Chameleon
It started when I was five years old. Something disturbed me when I was asleep, it took a moment or two to work out where I was, in the gloom of my bedroom. Just the slightest hint of illumination creeping under my door from the landing light. I remembered that the babysitter was downstairs, because my parents had gone out for the night. I think the sound that had disturbed me, was of breaking glass and I then realised I was never going to get back to sleep until I had found out what the babysitter had broken. She was going to be in so much trouble, especially when I told my parents on her. I had gone downstairs to investigate; the door to the sitting room was slightly ajar and there was just enough of a gap for me to look into the room and see precisely what it was she was doing in there. I say this, because as I came down the stairs there had been more noise from the room, muffled scuffling and a dull thump.
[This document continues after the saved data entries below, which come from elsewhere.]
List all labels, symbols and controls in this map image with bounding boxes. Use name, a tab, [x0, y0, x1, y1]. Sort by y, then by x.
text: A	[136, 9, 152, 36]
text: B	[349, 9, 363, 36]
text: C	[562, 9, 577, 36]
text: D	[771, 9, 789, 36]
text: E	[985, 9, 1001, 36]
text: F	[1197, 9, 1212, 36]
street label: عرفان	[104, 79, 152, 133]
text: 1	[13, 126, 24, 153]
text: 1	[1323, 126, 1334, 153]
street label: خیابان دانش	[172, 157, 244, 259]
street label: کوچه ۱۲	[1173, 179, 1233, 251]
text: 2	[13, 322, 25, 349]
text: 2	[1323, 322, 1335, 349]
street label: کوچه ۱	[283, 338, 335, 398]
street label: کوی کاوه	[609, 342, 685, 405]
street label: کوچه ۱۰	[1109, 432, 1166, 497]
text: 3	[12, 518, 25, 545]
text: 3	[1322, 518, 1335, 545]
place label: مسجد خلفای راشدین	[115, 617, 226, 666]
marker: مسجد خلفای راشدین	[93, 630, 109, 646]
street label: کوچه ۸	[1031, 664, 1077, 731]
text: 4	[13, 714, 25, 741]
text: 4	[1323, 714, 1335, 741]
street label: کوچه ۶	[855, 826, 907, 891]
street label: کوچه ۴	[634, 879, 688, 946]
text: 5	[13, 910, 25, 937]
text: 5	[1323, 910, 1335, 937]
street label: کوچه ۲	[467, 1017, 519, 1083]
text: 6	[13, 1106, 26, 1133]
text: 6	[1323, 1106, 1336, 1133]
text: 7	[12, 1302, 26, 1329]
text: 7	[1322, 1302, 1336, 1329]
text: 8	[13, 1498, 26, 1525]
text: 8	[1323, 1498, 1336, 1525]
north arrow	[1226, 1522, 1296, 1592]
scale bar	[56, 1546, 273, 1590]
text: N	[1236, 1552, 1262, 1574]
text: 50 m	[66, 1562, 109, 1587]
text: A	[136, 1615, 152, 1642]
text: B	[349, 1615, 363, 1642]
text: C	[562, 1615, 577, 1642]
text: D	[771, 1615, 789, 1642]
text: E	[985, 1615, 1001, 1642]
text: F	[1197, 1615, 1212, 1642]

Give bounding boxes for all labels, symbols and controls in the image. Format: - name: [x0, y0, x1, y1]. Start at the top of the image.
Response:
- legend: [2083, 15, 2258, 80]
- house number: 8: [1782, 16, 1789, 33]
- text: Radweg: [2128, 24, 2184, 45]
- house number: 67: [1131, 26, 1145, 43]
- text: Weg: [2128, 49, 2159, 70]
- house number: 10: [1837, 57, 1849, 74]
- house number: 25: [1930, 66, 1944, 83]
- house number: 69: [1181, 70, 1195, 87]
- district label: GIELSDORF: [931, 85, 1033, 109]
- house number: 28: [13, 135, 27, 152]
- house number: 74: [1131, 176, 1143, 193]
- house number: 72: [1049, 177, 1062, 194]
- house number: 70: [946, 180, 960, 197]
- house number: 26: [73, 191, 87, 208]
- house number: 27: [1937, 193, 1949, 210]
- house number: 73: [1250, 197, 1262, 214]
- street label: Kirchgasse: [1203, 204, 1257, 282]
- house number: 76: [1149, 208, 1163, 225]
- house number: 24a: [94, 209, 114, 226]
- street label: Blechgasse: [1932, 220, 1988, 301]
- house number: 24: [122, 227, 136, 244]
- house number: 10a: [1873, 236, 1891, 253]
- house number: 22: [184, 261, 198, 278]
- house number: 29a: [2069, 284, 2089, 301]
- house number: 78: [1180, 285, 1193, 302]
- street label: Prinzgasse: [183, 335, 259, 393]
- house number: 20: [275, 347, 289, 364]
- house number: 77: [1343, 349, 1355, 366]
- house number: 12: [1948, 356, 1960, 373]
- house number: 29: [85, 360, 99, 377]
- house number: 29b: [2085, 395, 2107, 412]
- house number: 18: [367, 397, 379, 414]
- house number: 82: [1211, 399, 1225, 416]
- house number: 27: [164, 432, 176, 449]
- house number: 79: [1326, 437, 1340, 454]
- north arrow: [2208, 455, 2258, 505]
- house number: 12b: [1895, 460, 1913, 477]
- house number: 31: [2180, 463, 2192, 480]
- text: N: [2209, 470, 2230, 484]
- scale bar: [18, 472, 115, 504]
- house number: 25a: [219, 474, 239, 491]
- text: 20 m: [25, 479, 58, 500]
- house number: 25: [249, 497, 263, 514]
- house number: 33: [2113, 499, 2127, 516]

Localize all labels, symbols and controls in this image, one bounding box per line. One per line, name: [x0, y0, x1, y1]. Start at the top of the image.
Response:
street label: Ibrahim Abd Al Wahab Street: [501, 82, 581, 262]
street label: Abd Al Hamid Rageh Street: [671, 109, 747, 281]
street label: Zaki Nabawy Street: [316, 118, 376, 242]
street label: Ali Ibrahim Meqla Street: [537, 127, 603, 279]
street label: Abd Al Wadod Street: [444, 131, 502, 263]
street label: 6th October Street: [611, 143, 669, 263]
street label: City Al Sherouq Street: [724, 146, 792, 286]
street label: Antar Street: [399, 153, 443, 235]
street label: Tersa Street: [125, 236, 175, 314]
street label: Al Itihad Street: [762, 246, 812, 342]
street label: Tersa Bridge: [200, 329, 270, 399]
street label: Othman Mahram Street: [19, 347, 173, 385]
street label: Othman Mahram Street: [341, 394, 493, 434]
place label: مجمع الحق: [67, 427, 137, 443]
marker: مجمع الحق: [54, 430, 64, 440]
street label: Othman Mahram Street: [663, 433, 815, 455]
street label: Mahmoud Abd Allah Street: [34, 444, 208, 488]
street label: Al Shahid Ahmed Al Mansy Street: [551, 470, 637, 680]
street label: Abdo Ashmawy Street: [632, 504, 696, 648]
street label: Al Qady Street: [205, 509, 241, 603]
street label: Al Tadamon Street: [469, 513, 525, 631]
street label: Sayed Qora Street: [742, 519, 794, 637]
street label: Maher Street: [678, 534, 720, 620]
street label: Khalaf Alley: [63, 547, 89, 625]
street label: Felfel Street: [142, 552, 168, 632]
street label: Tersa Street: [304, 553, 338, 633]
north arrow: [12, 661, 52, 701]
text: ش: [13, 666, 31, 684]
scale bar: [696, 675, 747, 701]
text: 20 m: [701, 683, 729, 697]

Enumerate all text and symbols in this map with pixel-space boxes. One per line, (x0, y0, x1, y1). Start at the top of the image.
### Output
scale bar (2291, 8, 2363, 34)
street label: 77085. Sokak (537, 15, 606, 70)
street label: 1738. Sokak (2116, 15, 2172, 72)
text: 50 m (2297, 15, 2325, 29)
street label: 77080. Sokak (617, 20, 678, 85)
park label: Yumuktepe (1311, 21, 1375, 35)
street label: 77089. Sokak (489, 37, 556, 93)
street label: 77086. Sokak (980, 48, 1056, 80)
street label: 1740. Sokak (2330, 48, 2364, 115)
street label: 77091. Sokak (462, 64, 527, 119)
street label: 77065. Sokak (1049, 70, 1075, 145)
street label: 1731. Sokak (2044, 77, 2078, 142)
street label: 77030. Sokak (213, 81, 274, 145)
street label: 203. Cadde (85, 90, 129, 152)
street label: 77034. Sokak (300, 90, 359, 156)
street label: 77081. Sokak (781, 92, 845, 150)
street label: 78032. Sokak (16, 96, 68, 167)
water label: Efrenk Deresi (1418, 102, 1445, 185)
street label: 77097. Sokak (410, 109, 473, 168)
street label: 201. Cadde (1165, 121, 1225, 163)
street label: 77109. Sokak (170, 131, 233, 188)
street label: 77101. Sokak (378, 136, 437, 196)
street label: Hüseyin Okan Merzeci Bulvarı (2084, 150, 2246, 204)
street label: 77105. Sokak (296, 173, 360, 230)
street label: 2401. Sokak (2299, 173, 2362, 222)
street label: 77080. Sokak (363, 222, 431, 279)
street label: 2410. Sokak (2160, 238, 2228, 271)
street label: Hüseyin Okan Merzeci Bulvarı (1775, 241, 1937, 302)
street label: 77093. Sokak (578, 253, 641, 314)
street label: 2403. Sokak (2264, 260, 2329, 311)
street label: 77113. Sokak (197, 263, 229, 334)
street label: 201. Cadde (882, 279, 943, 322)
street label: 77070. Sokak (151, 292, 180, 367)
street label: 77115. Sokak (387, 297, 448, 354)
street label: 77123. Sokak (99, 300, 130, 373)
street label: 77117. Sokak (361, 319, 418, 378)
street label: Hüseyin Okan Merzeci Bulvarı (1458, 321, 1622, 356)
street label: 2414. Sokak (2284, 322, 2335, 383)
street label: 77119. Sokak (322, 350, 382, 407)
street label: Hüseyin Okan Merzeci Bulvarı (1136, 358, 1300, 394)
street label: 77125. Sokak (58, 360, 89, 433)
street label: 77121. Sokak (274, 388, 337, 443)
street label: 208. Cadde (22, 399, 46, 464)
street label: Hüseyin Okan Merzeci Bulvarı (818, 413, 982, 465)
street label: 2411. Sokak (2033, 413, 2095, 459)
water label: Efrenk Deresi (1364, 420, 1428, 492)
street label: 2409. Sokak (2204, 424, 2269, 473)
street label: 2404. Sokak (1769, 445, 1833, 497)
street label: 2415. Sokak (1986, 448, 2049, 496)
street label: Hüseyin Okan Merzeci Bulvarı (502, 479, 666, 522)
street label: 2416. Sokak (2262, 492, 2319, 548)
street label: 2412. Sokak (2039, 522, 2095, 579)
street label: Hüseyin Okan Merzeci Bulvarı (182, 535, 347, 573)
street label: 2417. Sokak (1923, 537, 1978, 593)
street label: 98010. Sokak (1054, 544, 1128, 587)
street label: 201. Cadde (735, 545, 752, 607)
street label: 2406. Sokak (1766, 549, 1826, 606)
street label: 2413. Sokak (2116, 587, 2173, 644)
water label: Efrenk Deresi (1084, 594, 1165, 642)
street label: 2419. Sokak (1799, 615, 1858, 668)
Looking through the crack I could see what was happening in the centre of the room. The coffee table lay on its side and I could just make out the shattered remains of a glass of milk spilled to one side. The babysitter was lying on the hearth rug, which covered two thirds of the floor and there was a man on top of her. I had never seen the man before and he seemed to me, especially in my memories, to be nothing more than a dark shade. Dressed entirely in black, he was straddling the babysitter, his left hand pinning her wrists above her head and a long-bladed knife in his right hand, pressed firmly against her throat. She was whimpering like a scolded puppy and writhing under his weight. It was quite pathetic really. I suppose, thinking about it now, as a five-year-old child seeing a strange man in my house attacking my babysitter, I should have been frightened. I believe most of you would have felt this, but I didn’t; generally, I don’t feel anything. The world of emotions is a closed book to me, it comes to me diluted and dull; a fuzzy sensation of hope and possibility, of interest and pleasure; everything else feels like I’m looking at life through cloudy pond water. Fear I know not, nor guilt, nor love. Or at least it was thus when I was younger. I have had time to learn since then, study you and your emotions, to ape them. I am a chameleon.
No, what I felt upon viewing this traumatic event was interest and excitement. It stimulated and titillated me. There was a trilling sensation in the pit of my stomach, which moved downwards to warm me between my legs, it was an exhilarating sensation and one I have craved for, ever since. I continued to watch as the man cut away her blouse and bra, still pinning her to the rug. She was pleading with him to stop, to not hurt her, to not kill her. He told her to be quiet, in a hushed tone, telling her that he wouldn’t kill her or the boy upstairs if she just let him do what he wanted to do.
It was only at this point that I considered my position in all this. He had threatened me; again, I was not scared by his threat, partly because I was now aware of his potential intent towards me. I looked behind me, into the hallway in which I stood and saw the corner table where my parents had a key bucket. Sticking out of the top of it was my mother’s mobile phone; left for emergencies, the first number on the opening screen would be my father’s phone. I could go and use it now, either to ring them or to ring the police. But I didn’t want to do that. I had another idea; I wanted to watch, it was making me excited, it was fulfilling a need and desire in me that I had hitherto been unaware of. I wasn’t about to have some random authoritarian figure stumble in and ruin my fun. As to what to do when it had all finished, this had not yet occurred to me, I was too engrossed in the moment.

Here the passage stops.